Let $M = \left\{ m_{1}, ..., m_{n} \right\}$ be a finite subset of $\cup \mathcal{C}$. Then there exist $C_{i} \in \mathcal{C}$ for each $i = 1, 2, ..., n$ such that $m_{i} \in C_{i}$. Since $\mathcal{C}$ is linearly ordered, there is a set $C_{j}$ among $C_{i}$s' such that $C_{j} \supset C_{i}$ for all $i$, so that $$M \subset C_{j}$$ Thus $M \in \mathcal{F}$ as $C_{j} \in \mathcal{F}$ and $\mathcal{F}$ is finite character. It follows that $\cup \mathcal{C} \in \mathcal{F}$.

Back to original proof, it is clear that $\cup \mathcal{C}$ is an upper bound for $\mathcal{C}$. By Zorn's Lemma, there is a maximal element of $\mathcal{F}$; which is exactly what Tukey's Lemma states.

$(\textbf{5} \implies \textbf{1})$ Let $(X, \leq)$ be a partially ordered set. Define $\mathcal{L}$ to be collection of all linearly ordered subsets of $X$.
$(\implies)$ Pick $L \in \mathcal{L}$. Any finite subset of $L$ is also linearly ordered (trivial). So any finite subset of $L$ is in $\mathcal{L}$.

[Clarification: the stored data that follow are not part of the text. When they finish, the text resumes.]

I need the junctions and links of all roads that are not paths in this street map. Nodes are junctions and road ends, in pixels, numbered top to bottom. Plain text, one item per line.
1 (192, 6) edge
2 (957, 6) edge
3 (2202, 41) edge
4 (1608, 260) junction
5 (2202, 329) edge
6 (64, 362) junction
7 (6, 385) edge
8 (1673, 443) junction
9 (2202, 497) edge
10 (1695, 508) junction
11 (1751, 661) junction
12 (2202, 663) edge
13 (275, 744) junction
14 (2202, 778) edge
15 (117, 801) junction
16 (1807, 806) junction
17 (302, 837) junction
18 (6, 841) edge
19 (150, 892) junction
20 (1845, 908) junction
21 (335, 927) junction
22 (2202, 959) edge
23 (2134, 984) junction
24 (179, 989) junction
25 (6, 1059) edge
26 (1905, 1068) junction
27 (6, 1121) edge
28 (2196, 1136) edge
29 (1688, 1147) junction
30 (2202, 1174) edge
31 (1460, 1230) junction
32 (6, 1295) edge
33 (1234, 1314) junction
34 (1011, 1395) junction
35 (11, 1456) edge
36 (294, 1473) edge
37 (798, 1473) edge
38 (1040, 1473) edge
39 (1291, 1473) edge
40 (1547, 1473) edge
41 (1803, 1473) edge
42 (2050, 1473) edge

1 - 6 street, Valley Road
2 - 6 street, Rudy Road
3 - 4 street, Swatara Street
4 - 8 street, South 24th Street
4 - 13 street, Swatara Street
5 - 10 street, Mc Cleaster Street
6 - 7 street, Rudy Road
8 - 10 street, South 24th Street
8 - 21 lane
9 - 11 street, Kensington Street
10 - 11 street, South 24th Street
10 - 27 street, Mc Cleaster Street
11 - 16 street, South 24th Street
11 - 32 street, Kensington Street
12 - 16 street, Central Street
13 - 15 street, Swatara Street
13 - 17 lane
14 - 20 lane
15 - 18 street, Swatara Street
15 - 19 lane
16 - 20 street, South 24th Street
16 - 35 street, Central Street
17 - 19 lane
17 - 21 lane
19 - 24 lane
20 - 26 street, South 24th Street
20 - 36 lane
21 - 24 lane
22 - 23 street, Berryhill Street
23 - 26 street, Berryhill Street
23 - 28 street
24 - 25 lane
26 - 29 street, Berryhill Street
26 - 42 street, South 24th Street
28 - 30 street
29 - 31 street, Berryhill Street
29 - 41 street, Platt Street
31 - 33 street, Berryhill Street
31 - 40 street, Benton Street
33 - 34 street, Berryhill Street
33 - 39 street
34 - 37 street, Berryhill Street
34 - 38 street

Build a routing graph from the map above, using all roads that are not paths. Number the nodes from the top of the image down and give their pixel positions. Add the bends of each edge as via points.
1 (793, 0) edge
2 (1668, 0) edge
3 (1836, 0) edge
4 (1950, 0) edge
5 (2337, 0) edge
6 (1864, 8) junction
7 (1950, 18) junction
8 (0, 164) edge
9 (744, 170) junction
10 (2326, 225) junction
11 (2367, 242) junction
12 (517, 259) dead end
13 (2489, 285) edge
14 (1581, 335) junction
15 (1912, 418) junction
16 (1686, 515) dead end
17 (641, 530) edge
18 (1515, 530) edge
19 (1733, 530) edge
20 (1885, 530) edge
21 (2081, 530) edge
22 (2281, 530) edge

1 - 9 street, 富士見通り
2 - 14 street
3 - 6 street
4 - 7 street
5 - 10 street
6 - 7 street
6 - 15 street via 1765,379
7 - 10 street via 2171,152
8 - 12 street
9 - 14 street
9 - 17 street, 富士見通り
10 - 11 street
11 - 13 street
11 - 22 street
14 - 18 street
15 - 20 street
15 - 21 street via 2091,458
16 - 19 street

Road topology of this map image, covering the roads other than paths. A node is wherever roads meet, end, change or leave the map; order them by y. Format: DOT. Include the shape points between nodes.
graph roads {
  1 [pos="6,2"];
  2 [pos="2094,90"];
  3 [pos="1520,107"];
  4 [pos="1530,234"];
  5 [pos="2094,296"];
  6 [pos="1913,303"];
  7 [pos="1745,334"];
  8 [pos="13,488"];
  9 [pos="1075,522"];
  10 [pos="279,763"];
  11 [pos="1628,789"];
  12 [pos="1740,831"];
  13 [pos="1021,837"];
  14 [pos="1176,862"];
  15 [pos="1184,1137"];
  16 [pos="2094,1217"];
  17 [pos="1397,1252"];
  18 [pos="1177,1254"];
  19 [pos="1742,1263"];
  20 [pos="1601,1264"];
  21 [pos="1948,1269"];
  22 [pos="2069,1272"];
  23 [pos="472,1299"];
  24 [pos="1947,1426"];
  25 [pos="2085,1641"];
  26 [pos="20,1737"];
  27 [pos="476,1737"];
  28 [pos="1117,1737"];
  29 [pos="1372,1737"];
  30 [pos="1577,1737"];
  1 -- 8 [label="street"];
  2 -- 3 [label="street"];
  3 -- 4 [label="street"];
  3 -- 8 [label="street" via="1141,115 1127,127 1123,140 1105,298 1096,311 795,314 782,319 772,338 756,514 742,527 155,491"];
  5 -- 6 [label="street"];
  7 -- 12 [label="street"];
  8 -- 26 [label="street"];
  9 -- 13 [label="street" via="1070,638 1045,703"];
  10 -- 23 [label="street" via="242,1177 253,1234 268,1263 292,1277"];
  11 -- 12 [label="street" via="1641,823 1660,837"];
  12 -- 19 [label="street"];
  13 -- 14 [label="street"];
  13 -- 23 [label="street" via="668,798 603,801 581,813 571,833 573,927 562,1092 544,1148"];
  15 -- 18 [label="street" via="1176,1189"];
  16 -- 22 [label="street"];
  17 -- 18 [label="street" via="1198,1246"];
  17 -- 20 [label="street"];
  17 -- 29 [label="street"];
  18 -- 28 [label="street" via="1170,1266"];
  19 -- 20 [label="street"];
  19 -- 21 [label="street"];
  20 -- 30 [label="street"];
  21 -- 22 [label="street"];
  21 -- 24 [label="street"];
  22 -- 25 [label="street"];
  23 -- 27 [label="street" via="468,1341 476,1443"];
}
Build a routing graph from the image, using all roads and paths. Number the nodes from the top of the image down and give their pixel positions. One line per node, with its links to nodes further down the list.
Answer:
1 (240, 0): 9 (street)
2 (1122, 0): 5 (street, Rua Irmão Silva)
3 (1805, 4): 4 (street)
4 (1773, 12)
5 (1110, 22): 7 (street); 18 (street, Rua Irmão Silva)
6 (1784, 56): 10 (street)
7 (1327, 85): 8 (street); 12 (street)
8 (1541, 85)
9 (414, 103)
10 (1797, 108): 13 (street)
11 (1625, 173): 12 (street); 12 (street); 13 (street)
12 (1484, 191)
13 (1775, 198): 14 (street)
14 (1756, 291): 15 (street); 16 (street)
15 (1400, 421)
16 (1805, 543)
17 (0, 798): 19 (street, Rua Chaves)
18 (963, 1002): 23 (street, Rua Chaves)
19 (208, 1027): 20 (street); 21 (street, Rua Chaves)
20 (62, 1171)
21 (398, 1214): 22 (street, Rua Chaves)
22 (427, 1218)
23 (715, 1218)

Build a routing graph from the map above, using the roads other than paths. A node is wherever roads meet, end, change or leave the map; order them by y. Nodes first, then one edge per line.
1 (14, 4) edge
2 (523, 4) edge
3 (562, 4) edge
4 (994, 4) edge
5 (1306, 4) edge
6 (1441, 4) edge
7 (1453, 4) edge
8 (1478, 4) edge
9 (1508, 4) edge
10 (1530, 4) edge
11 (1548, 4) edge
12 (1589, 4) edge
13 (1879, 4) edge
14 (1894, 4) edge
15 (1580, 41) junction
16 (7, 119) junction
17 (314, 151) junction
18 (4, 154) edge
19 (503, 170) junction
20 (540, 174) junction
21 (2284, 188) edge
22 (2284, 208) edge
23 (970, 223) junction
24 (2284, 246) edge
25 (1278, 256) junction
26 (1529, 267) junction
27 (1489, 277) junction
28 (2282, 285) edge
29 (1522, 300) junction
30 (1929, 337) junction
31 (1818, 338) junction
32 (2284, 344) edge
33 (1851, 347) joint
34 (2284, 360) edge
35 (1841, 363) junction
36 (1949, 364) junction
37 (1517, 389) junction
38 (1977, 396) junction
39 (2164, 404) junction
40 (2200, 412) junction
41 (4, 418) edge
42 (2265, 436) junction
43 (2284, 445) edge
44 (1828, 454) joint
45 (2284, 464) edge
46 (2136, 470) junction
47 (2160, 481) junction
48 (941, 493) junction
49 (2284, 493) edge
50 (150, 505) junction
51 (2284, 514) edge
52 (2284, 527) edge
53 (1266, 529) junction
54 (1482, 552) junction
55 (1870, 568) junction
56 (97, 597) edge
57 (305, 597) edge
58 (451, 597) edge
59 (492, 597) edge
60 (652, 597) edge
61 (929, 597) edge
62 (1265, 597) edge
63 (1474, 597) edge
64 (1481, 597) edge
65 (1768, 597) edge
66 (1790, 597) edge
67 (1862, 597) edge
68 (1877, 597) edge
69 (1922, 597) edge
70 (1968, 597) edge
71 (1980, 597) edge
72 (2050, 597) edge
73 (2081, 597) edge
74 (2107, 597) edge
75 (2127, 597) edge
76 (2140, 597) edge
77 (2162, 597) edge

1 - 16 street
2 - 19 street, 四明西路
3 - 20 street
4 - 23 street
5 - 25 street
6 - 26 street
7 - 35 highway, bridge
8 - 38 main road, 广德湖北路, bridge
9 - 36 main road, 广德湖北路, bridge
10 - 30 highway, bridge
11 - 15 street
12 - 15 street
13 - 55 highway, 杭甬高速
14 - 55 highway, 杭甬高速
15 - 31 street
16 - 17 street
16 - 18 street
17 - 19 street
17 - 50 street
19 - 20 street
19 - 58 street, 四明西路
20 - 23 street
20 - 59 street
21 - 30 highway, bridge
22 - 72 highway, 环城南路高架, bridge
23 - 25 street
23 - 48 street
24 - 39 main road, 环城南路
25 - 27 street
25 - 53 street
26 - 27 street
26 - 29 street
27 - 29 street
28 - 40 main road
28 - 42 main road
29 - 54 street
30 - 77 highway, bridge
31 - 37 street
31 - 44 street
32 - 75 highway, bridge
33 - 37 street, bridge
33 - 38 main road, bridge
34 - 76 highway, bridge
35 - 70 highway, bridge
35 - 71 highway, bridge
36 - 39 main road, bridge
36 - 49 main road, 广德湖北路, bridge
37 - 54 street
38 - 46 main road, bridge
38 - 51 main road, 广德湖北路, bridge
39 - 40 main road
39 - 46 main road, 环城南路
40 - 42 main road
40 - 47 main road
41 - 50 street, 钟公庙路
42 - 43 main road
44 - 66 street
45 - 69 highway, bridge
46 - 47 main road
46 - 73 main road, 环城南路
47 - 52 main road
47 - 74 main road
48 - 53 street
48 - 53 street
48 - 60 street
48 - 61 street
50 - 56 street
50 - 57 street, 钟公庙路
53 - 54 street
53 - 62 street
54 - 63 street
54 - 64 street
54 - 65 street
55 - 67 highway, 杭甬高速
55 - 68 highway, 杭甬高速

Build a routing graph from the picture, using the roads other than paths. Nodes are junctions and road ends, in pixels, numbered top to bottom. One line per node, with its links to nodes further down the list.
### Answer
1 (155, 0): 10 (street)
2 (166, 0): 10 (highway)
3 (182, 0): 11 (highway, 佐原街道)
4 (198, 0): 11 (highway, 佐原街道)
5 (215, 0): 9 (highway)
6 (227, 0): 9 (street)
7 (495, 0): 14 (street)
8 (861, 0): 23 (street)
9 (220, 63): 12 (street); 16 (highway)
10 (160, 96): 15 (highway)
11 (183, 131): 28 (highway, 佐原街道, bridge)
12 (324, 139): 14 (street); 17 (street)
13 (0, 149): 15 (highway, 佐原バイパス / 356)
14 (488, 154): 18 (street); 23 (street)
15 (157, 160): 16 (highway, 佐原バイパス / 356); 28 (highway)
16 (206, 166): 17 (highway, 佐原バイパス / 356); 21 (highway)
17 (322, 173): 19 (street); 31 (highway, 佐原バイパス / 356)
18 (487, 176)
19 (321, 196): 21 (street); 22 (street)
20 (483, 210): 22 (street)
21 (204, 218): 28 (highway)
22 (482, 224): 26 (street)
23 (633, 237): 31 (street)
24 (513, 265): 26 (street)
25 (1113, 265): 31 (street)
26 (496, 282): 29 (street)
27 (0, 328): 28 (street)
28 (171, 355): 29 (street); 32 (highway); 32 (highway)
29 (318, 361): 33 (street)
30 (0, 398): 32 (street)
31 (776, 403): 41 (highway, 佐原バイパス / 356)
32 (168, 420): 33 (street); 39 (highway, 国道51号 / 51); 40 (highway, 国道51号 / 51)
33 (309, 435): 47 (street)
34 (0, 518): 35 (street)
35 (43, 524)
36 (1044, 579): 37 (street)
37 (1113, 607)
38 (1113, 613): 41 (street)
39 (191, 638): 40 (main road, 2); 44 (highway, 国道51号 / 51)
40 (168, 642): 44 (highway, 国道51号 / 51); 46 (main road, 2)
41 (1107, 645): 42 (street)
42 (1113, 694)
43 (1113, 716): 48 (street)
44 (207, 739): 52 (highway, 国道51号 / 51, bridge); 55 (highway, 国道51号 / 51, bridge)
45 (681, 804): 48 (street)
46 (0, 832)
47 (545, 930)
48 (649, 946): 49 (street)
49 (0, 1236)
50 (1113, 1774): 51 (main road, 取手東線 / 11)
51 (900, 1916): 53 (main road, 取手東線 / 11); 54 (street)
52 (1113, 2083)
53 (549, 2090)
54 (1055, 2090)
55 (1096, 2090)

$(\impliedby)$ Suppose all finite subsets of $A \subset X$ are members of $\mathcal{L}$. Then for any finite subsets of $A$ of the form $\left\{ x,y \right\}$ satisfy either $x \leq y$ or $y \leq x$. The union over all such two elements subsets, form $A$; which then makes $A$ linearly ordered. So $A \in \mathcal{L}$.
This shows $\mathcal{L}$ is of finite character, and by Tukey's Lemma there exist maximal element (which is maximal linearly ordered subset of $X$). Hausdorff's Maximal Principle directly follows.